The convictions of Ford Dealers, Avery Motors Limited and Stevens Motors Limited, have set important Fair Trading Act precedents about small print.

"The Commerce Commission's view, that newspaper, magazine and other print advertising cannot use small print to correct a misleading claim, had not previously been tested in court," said Commission Chair John Belgrave. "All previous convictions had involved either guilty pleas or television advertising.

"Judge Henwood's decision is a useful tool for consumers to use to protect themselves, and for advertisers to use to keep inside the law."

In fining the Ford dealers a total of $14,000 today, Judge Carolyn Henwood said that the Act tries to alter the behaviour of all vendors so that consumers can have better protection.

In this case Avery Motors published advertisements in Wellington community newspapers The Norwester and the Kapi-Mana News, and Stevens Motors published advertisements in The Motor Guide.

Avery Motors' advertisements featured photographs and detailed descriptions of 14 cars and offered in bold print a "$2,500 minimum trade-in". Stevens Motors' advertising had photographs and descriptions of eight cars and in bold print offered a "$1,000 giveaway".

The small print in both companies' advertisements stated that the offers did not apply to the cars pictured in the advertisements.

The Commission alleged that the advertisements were misleading and breached the Act.
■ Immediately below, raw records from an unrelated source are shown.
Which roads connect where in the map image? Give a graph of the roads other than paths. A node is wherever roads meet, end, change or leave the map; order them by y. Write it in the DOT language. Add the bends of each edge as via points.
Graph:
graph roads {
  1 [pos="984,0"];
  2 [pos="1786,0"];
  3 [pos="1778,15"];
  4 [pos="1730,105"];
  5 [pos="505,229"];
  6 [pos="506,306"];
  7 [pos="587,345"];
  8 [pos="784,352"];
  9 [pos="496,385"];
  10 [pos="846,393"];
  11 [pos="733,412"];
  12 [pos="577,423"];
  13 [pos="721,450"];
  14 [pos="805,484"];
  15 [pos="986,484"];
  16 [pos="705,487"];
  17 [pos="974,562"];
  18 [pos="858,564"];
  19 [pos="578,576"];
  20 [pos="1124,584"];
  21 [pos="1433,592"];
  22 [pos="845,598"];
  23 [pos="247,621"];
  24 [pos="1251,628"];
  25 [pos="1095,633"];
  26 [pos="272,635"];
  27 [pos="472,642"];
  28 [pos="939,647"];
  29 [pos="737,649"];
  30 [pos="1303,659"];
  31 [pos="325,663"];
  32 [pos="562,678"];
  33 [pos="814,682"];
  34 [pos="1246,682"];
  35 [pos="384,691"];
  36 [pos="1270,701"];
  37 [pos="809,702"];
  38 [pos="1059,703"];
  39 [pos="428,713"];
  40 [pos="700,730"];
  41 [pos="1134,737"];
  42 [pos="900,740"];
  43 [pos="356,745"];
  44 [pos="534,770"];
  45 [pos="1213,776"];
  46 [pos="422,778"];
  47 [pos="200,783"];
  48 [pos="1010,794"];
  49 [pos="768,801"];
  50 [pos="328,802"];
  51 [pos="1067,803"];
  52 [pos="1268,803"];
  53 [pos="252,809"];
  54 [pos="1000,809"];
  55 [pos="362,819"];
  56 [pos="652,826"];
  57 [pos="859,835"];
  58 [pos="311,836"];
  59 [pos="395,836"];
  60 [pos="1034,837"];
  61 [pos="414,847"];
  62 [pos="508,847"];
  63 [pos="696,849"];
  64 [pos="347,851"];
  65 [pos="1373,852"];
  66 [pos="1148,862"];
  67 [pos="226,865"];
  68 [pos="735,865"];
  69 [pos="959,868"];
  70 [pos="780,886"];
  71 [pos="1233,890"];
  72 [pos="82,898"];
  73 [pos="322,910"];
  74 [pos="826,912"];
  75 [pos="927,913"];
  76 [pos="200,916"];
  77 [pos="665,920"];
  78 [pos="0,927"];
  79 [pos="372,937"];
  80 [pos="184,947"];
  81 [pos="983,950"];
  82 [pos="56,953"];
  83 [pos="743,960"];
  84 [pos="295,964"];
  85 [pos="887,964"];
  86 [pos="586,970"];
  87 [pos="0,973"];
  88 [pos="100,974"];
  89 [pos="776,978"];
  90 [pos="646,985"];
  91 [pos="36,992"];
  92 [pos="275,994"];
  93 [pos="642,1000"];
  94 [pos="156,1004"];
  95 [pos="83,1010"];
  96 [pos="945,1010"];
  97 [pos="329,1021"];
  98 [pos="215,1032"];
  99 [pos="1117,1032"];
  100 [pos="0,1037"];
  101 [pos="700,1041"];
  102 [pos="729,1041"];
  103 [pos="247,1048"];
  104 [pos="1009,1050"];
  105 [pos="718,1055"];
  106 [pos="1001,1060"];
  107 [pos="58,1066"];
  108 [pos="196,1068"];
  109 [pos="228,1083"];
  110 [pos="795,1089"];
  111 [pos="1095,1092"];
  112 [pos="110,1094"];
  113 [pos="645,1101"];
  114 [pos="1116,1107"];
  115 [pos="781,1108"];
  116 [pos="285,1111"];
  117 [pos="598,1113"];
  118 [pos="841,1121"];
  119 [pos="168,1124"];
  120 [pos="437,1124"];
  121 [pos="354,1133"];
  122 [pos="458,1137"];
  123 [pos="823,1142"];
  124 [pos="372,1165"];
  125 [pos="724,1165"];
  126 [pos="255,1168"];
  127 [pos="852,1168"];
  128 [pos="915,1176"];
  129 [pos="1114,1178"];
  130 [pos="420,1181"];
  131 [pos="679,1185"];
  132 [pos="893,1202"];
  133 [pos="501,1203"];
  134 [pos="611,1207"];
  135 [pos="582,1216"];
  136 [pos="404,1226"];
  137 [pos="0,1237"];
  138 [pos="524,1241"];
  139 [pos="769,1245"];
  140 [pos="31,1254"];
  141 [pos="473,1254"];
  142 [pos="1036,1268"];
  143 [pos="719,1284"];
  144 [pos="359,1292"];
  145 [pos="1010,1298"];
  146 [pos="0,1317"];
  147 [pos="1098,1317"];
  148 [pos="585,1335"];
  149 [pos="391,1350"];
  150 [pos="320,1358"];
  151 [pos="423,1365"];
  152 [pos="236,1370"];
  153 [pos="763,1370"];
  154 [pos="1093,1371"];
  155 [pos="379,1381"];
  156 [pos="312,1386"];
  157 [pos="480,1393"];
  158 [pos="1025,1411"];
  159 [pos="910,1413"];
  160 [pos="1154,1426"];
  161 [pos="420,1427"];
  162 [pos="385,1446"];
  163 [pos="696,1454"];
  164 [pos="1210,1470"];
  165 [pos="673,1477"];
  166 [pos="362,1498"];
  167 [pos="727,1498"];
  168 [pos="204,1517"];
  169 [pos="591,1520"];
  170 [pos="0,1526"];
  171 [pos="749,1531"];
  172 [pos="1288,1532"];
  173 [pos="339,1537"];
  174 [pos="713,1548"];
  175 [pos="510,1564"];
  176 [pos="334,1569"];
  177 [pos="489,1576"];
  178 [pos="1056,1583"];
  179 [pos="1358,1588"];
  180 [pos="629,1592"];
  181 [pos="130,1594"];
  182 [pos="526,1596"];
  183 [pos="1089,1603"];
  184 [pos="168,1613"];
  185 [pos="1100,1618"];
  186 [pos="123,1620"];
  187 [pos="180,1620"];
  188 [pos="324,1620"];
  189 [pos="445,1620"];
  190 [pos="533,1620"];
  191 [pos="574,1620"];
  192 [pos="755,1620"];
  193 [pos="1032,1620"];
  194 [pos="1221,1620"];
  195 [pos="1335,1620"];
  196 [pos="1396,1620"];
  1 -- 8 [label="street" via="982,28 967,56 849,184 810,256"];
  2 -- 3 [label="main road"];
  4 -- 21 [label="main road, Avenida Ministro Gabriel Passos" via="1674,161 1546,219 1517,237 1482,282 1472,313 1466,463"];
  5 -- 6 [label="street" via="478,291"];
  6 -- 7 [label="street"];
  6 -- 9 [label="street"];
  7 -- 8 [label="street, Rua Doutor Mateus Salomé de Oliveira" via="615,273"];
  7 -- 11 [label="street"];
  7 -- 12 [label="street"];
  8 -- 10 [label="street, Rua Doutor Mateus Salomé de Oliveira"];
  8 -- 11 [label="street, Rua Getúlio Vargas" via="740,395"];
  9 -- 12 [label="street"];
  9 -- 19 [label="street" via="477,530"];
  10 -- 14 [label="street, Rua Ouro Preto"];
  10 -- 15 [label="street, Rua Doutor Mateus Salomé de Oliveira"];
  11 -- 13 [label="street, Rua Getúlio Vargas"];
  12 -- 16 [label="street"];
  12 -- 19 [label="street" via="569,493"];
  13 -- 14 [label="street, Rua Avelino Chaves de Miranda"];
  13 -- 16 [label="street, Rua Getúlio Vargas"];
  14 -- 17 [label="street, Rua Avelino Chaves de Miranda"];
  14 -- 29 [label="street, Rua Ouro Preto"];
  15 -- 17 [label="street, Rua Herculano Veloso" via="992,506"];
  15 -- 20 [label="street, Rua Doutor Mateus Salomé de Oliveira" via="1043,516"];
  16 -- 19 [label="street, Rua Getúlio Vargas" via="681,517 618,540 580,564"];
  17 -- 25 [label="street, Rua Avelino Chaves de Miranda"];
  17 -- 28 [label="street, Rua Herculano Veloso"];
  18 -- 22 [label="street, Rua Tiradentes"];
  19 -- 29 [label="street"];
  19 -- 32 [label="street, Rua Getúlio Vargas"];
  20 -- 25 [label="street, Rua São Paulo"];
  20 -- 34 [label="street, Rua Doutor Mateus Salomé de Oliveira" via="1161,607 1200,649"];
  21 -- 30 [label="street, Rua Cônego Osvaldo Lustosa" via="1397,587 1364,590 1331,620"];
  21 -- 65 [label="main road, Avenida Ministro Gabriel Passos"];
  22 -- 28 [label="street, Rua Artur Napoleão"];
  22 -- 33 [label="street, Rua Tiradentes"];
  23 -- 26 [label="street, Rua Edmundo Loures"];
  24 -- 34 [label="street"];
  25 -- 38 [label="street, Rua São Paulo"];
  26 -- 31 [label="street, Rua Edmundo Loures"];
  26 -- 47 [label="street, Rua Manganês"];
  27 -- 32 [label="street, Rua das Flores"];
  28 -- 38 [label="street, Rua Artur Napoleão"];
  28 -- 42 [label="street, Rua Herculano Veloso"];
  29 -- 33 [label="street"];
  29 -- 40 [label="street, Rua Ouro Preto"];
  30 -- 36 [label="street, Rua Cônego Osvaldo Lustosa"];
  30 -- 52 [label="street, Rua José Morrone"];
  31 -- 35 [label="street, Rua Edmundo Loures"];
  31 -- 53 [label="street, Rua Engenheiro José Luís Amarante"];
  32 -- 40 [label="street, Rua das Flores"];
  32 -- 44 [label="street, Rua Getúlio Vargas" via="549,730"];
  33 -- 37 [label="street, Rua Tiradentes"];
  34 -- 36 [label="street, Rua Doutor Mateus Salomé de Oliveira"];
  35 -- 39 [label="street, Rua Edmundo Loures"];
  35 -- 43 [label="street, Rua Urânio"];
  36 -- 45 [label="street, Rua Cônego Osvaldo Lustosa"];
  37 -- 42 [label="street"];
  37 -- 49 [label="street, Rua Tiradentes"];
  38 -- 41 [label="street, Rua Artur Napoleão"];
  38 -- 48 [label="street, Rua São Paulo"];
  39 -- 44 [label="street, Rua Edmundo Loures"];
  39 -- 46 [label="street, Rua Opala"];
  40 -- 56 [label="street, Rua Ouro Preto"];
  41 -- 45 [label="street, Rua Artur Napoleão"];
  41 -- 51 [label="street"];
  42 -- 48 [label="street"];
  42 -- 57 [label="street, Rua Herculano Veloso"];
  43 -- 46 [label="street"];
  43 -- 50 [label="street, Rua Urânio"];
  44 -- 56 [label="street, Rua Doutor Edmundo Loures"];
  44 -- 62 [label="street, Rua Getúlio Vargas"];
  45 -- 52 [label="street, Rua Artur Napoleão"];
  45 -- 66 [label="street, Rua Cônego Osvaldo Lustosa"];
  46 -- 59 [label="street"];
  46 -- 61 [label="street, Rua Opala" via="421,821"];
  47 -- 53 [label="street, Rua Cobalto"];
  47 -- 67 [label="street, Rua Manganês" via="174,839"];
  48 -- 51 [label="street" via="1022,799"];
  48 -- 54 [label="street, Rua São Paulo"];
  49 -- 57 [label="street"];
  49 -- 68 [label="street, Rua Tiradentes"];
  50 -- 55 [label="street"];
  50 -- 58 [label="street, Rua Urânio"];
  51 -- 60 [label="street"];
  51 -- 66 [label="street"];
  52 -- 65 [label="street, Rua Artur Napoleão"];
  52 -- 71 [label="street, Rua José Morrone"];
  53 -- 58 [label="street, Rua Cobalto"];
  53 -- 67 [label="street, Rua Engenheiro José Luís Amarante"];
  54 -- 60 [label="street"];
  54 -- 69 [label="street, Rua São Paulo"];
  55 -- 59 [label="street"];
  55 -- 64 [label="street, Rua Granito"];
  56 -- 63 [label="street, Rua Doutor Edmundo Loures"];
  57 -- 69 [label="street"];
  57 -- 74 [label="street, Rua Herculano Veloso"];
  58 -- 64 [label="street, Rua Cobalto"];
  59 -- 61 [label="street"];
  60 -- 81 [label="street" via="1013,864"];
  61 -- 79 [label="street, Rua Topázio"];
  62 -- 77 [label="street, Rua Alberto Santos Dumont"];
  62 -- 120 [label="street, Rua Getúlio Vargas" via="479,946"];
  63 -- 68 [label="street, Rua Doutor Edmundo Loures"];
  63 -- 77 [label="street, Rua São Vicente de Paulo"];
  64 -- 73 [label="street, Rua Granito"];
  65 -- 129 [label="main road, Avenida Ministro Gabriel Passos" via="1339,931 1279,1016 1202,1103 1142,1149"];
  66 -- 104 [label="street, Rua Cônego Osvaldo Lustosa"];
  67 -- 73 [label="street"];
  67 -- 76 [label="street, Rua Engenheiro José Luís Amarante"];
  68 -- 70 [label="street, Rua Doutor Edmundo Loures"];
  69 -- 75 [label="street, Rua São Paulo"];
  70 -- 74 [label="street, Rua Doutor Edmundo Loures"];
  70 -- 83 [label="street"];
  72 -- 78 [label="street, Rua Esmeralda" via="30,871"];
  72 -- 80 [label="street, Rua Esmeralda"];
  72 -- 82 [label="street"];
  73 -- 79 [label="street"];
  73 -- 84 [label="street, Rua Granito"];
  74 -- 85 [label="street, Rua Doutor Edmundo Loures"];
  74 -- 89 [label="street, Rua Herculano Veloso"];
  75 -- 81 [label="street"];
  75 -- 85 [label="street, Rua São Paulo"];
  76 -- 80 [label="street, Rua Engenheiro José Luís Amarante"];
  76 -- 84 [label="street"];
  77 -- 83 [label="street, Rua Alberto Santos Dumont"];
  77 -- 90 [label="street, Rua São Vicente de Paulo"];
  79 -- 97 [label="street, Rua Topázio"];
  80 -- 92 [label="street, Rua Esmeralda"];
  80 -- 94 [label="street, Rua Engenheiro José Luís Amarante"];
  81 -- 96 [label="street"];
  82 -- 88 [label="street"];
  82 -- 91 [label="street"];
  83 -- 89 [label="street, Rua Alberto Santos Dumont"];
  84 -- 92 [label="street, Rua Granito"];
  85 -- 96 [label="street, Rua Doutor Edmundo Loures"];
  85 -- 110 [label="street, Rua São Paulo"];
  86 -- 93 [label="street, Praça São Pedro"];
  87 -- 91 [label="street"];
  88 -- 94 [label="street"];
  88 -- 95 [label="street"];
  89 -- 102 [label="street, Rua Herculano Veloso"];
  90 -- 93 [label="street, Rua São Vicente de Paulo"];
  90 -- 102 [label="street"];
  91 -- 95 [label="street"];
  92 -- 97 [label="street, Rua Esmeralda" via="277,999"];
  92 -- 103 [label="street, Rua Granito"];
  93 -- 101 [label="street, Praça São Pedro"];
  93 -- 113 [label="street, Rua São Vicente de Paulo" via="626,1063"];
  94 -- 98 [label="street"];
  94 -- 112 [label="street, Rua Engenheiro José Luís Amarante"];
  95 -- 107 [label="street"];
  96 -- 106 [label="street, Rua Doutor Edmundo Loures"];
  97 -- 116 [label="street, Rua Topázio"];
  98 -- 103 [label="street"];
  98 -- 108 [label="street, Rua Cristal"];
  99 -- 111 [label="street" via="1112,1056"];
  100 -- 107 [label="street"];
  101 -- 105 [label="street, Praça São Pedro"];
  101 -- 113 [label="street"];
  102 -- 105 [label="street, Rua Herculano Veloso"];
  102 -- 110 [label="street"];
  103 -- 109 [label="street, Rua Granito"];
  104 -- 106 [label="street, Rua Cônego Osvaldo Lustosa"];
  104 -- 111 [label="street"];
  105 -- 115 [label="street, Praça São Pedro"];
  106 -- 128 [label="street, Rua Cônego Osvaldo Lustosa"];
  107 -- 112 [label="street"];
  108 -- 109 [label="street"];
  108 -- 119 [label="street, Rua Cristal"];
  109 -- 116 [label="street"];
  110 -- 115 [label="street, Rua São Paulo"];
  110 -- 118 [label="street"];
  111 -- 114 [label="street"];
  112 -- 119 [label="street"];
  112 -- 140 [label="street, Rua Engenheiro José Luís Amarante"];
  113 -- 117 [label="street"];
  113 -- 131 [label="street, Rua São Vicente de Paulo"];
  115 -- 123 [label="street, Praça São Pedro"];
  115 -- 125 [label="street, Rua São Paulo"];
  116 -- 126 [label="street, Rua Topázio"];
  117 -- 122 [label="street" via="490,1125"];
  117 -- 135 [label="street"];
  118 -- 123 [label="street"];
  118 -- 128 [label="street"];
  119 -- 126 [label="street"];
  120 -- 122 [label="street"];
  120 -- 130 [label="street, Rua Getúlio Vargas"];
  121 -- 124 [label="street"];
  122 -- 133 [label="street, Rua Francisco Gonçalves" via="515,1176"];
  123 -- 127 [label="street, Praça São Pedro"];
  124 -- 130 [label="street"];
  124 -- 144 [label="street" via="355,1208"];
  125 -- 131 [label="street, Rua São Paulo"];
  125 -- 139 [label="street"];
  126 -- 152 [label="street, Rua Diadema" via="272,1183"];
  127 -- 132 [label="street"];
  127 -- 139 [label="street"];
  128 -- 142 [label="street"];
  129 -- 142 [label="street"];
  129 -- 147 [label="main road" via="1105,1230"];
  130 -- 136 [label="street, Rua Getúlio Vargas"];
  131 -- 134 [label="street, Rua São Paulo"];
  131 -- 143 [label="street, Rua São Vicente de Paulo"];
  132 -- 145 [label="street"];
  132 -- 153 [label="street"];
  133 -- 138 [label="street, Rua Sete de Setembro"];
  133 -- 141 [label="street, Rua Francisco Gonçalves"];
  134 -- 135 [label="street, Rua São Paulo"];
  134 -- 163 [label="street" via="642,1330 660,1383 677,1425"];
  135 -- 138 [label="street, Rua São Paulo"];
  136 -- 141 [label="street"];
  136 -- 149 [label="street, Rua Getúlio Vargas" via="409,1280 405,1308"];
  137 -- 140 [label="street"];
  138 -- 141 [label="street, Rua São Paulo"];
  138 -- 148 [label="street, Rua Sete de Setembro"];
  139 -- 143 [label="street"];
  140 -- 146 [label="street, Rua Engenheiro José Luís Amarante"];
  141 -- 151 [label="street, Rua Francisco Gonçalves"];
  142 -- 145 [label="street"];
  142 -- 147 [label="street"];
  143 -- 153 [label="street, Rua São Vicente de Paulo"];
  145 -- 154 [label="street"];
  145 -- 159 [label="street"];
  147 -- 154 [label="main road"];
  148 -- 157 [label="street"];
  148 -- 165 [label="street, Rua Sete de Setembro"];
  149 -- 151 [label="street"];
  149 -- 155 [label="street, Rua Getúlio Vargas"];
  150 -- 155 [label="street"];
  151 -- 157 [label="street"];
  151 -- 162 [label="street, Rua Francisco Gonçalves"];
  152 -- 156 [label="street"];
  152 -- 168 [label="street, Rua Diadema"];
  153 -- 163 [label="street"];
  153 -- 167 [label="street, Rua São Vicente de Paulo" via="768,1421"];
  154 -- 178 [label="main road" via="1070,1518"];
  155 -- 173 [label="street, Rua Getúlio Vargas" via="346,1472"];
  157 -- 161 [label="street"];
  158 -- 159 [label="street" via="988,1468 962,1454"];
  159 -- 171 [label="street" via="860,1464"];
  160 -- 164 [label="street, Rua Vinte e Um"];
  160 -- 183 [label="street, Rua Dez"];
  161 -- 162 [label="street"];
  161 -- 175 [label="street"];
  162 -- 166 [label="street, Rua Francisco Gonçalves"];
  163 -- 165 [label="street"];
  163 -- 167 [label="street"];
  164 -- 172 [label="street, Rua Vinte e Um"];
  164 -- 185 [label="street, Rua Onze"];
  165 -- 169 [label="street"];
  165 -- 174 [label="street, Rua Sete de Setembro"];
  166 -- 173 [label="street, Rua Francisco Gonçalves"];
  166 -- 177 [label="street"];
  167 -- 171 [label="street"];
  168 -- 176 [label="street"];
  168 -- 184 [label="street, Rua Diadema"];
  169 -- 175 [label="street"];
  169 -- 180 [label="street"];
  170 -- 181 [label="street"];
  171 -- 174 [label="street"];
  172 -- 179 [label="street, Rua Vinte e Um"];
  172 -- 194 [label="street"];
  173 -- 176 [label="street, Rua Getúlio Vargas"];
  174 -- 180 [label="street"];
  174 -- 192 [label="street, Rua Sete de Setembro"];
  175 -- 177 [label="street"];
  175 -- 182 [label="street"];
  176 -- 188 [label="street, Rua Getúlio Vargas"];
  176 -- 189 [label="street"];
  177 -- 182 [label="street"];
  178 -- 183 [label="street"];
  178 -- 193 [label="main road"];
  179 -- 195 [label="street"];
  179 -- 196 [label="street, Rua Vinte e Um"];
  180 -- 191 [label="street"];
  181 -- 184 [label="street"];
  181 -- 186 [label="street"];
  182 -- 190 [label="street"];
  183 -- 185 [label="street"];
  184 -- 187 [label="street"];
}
The companies pleaded not guilty and disputed that the advertisements were misleading or that they companies had in any way engaged in conduct that was liable to mislead the public.

Judge Carolyn Henwood convicted both companies, saying that they offered with one hand and took away with the other.

She stated about Avery Motors' advertisements: "The offer of '$2,500 minimum trade-in' is misleading and meaningless, as it does not apply to the attractive vehicles photographed in the advertisement. The average shopper has no way of knowing what the offer does apply to. It is just a shallow device to entice the customer."

She stated about Stevens Motors' advertisement: "It is deliberately designed to make the cash offer look as if it applies to the photographed cars, when it does not."

Judge Henwood also stated: "In addition, both advertisements have the effect of attracting customers to the car yards by using misleading material, thereby getting an edge over other business competitors."

She fined Avery Motors a total of $8,000 and Stevens Motors $6,000.